Mary Adela Lescher, [Sister Mary of St Wilfrid] (1846–1927),known as Adela in the family, was born at 17 Church Row, Hampstead. She was the second of five children of Joseph Sidney Lescher (1803–1893), and Sarah Harwood(1812 – 1856). Joseph Sidney was a partner of the wholesale chemists Evans, Lescher, and Evans. His father William Lescher (1768 – 1817), had emigrated from Alsace, France, in 1778, before the French Revolution. Family tradition holds that “Lescher of Kertzfeld” received his patent of nobility in the reign of Louis XIII, in the middle of the C17th. The Leschers were Roman Catholics. His wife, Sarah Harwood , Mary’s mother, was the daughter of a West India merchant in Bristol and a member of a staunch Baptist family, but she converted to Catholicism two years after her marriage. The eldest brother, Frank Harwood Lescher is Patrick Grehan III’s son-in-law; Adela was a year older than Wilfrid (1847–1916), who was ordained a Dominican priest in 1864. Mary’s only sister Abigail, died in 1844 at the age of five.
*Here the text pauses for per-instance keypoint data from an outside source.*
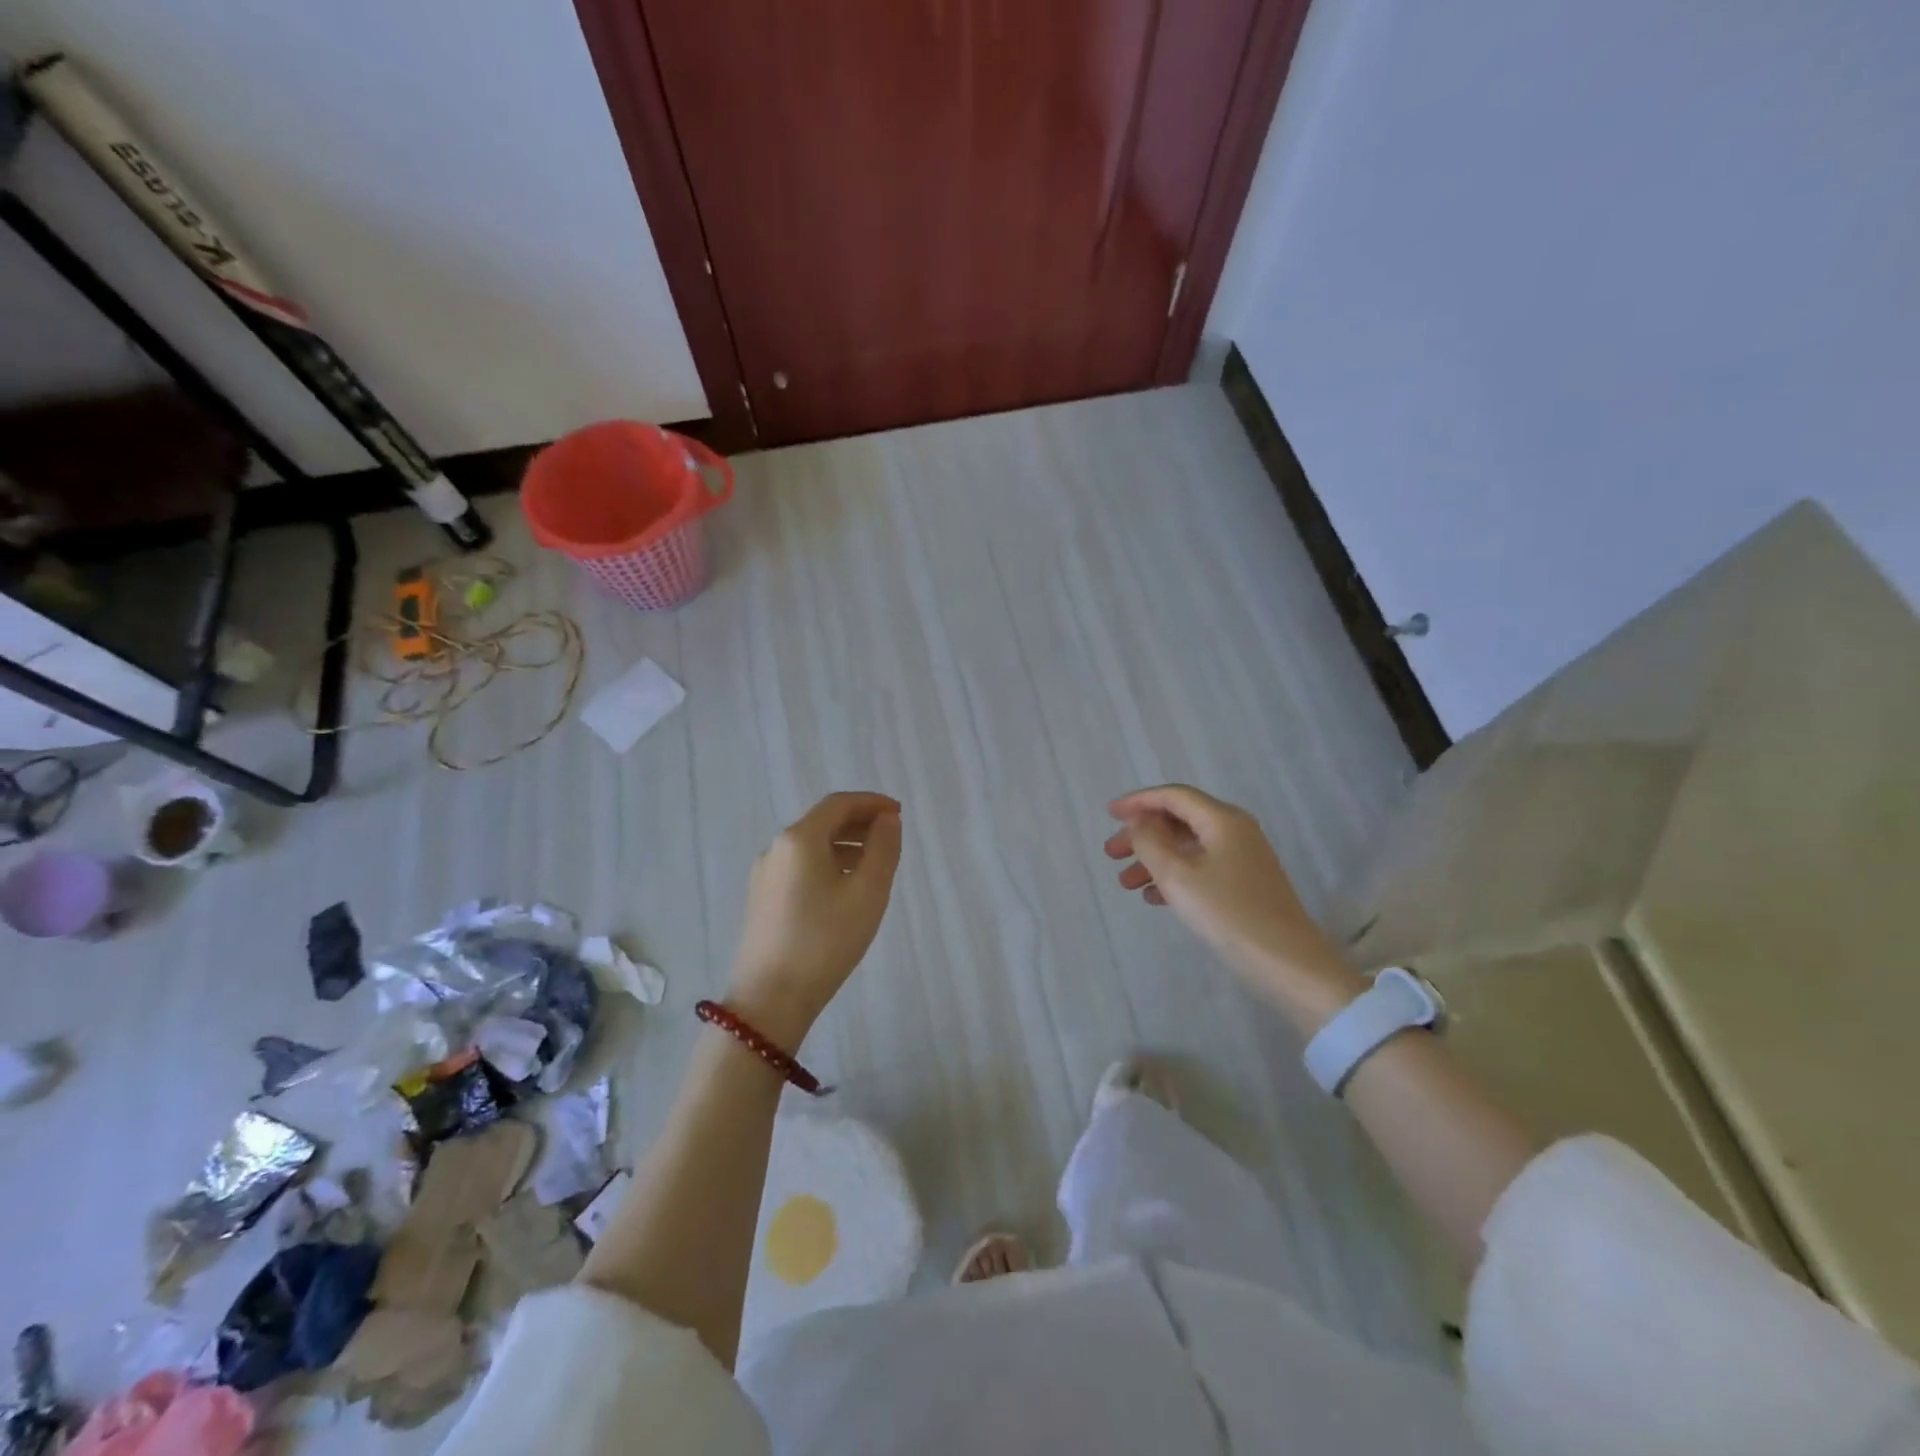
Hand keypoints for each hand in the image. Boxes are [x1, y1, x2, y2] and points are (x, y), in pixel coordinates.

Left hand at [728, 791, 902, 1046]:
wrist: (770, 999)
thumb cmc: (825, 941)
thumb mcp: (867, 893)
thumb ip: (882, 849)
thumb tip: (887, 819)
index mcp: (799, 839)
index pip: (839, 803)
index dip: (872, 802)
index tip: (899, 814)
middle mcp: (776, 848)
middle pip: (822, 821)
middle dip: (859, 822)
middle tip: (890, 837)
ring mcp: (764, 875)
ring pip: (810, 845)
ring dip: (844, 844)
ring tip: (873, 865)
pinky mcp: (762, 899)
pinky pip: (799, 866)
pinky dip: (827, 863)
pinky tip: (844, 889)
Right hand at [1104, 785, 1352, 1003]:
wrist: (1287, 963)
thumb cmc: (1228, 914)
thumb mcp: (1177, 876)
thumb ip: (1150, 842)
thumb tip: (1141, 822)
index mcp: (1222, 820)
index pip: (1174, 796)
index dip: (1138, 801)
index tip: (1109, 814)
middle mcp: (1235, 831)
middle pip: (1179, 820)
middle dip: (1142, 835)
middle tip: (1111, 854)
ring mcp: (1243, 858)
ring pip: (1188, 847)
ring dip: (1154, 859)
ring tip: (1125, 883)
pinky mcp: (1245, 884)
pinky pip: (1201, 868)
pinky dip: (1174, 876)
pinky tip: (1152, 897)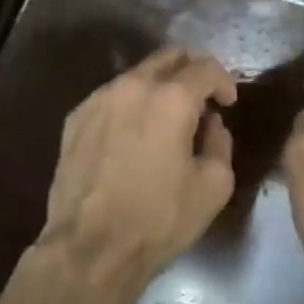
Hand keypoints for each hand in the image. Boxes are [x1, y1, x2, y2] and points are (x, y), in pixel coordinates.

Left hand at [41, 47, 238, 276]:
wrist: (90, 246)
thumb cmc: (158, 219)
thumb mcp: (212, 187)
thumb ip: (220, 143)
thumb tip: (210, 124)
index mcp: (170, 99)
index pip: (205, 68)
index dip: (224, 81)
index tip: (228, 103)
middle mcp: (132, 86)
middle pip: (168, 57)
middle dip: (191, 71)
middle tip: (202, 99)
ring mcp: (98, 99)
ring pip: (137, 75)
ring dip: (159, 87)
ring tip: (166, 120)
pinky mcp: (75, 117)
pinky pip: (111, 97)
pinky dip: (130, 104)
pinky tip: (133, 135)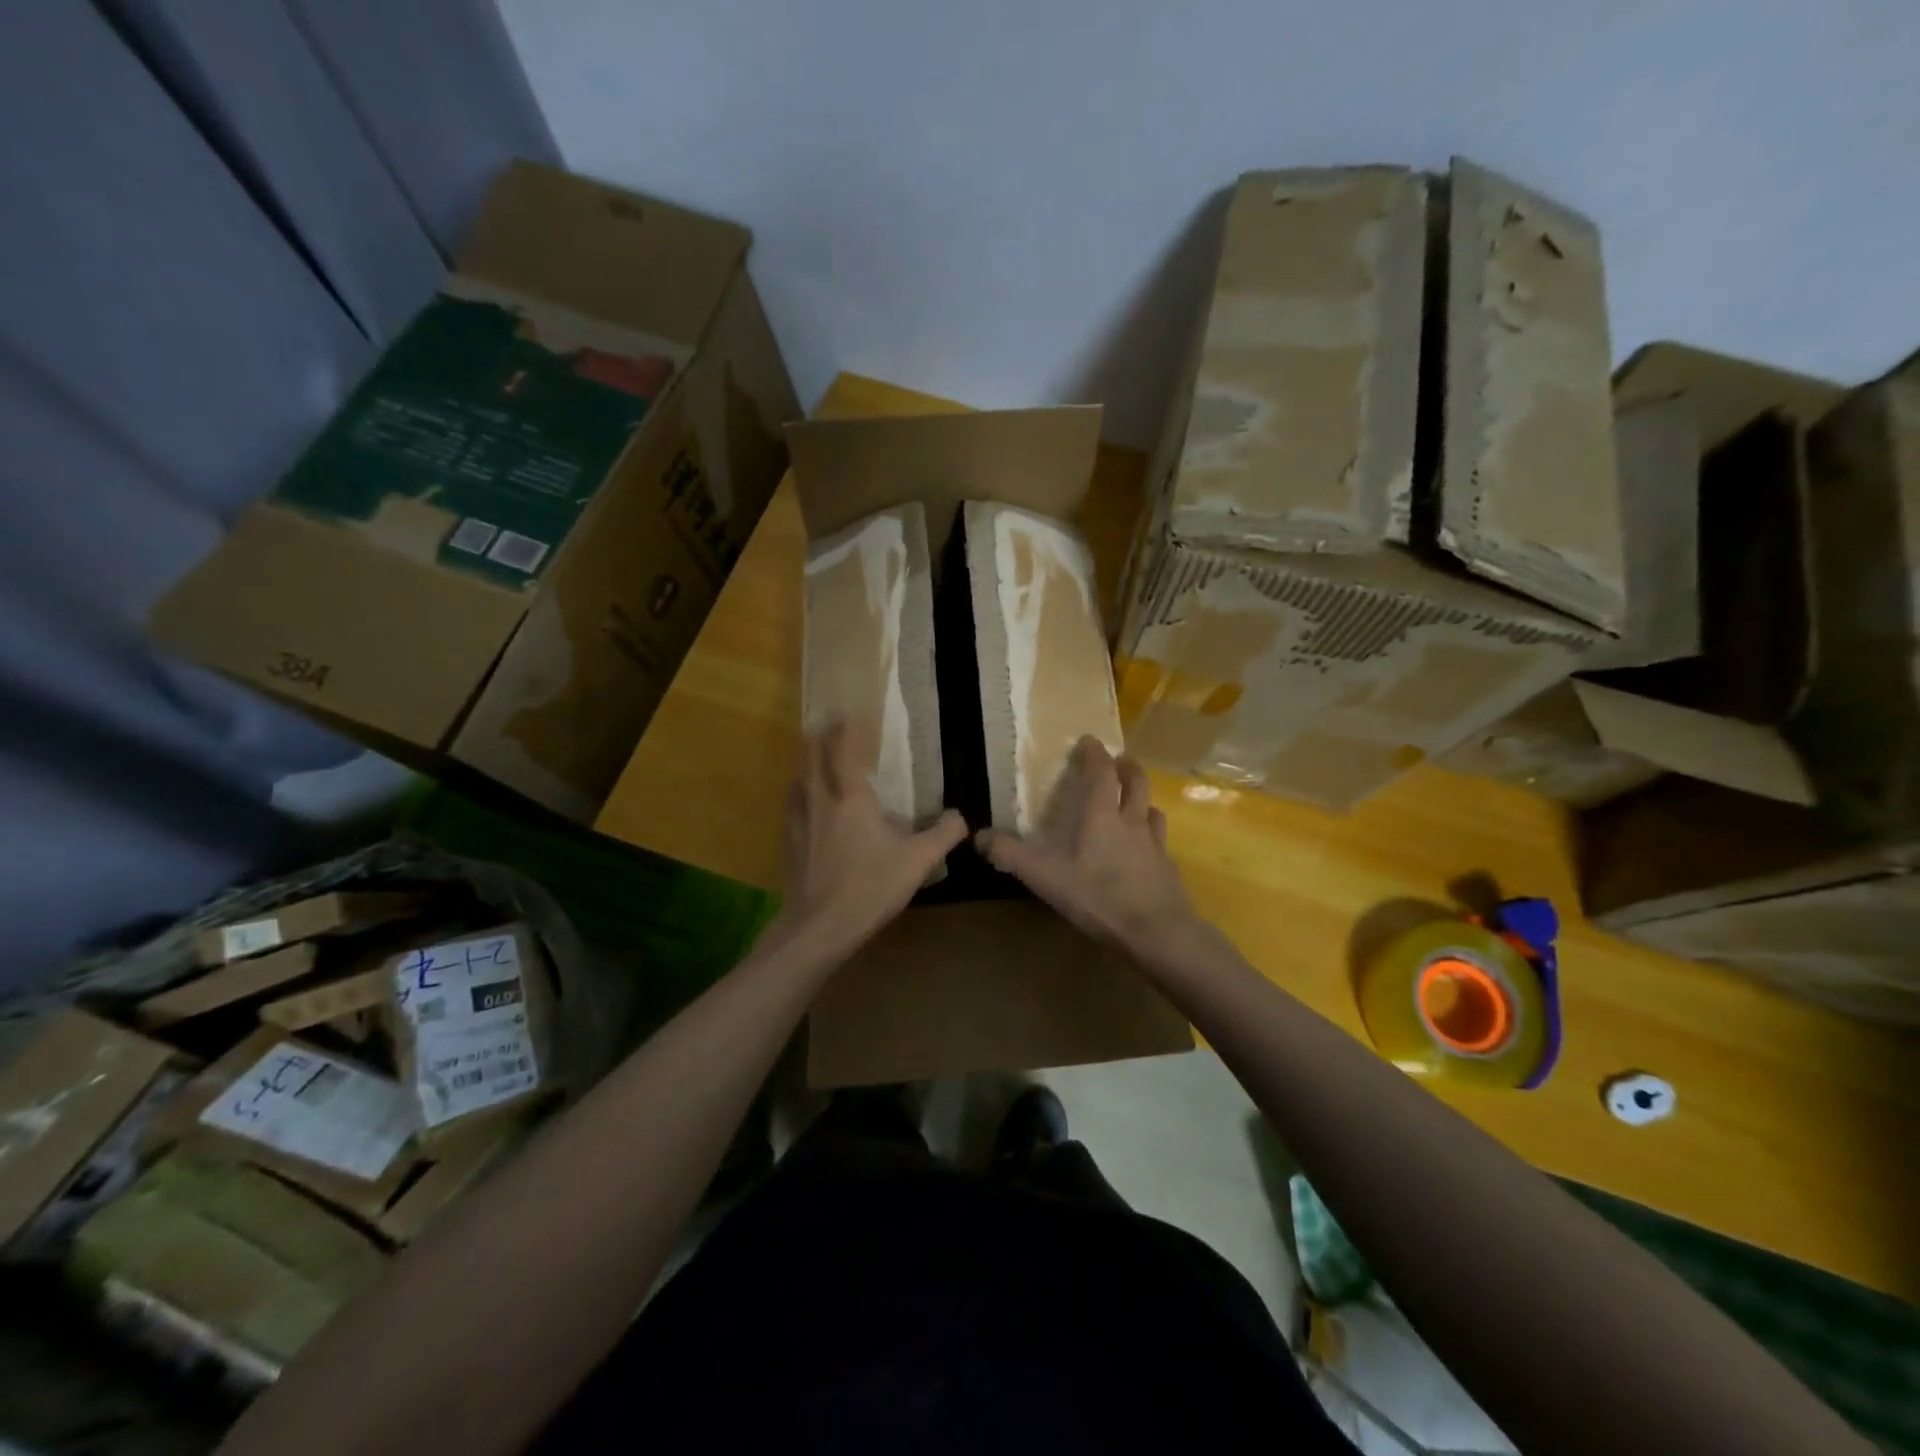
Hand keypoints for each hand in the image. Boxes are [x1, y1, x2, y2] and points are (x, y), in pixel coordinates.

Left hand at [771, 720, 967, 960]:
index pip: (841, 752)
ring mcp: (798, 823)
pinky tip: (804, 808)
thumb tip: (959, 817)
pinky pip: (791, 808)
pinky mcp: (788, 844)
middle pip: (811, 759)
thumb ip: (942, 835)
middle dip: (817, 739)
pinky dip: (798, 796)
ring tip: (812, 764)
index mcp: (850, 799)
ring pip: (796, 782)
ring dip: (804, 767)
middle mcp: (819, 801)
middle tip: (823, 726)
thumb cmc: (870, 887)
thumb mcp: (917, 862)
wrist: (819, 927)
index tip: (841, 713)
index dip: (841, 730)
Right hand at [977, 737, 1200, 959]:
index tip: (1089, 741)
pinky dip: (1151, 835)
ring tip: (1134, 802)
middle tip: (1119, 761)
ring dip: (1142, 799)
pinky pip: (1160, 840)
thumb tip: (979, 836)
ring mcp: (1154, 844)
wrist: (1155, 930)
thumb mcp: (1044, 876)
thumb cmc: (1097, 895)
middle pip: (1136, 782)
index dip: (1095, 753)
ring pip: (1152, 809)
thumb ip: (1010, 854)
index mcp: (1101, 814)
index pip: (1101, 772)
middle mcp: (1131, 820)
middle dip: (1126, 767)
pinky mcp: (1167, 867)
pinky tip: (1145, 849)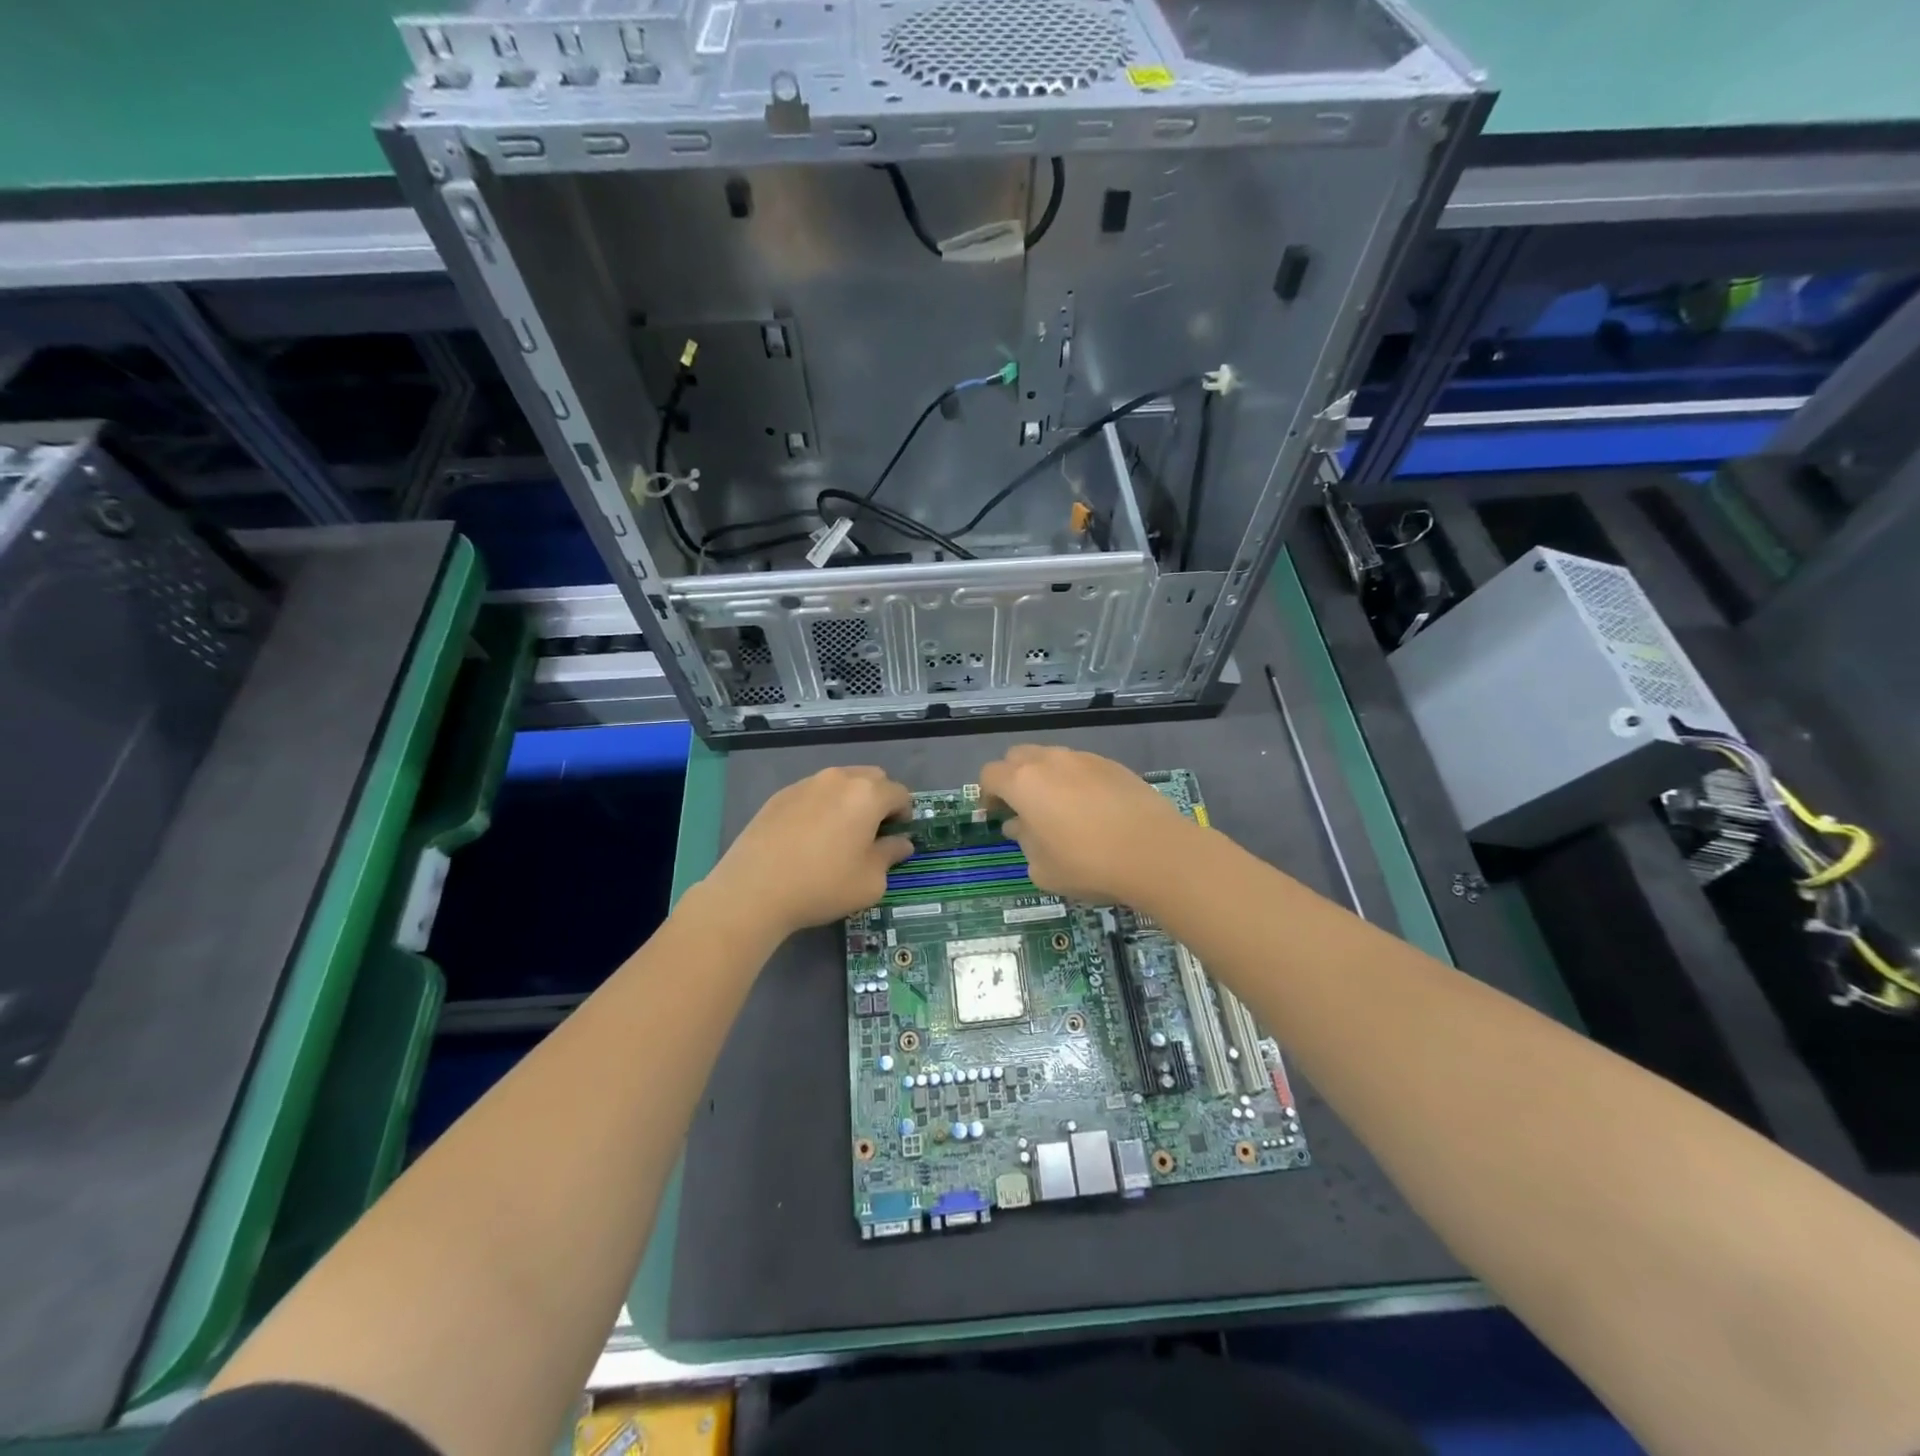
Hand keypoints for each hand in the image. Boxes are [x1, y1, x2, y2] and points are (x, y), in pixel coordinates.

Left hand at [703, 765, 914, 937]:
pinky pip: (813, 792)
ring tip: (839, 833)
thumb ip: (890, 855)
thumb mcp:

The youngest brother was Herman (1849 – 1897) who died of flu in 1897, aged just forty-eight.
Adela was educated by governesses at home, and in France, where the family had gone for health reasons, until her mother’s death in 1856; after which she was sent to the Benedictine school at Winchester, Hampshire (later at East Bergholt in Suffolk), where she had an aunt, Caroline Lescher (1802 – 1868) known as Dame Mary Frances,O.S.B.; in a slightly curious twist another cousin of Adela’s, her first cousin Agnes, [daughter of William Joseph Lescher (1799 – 1865) and another of Caroline Lescher’s nieces was Lady Abbess at Bergholt from 1888 until 1904, and know as Dame Mary Gertrude. She attended the Dominican school at Stone for a short time. She left boarding-school in 1864 and continued her studies in languages, music, and literature at home under her brother’s former tutor.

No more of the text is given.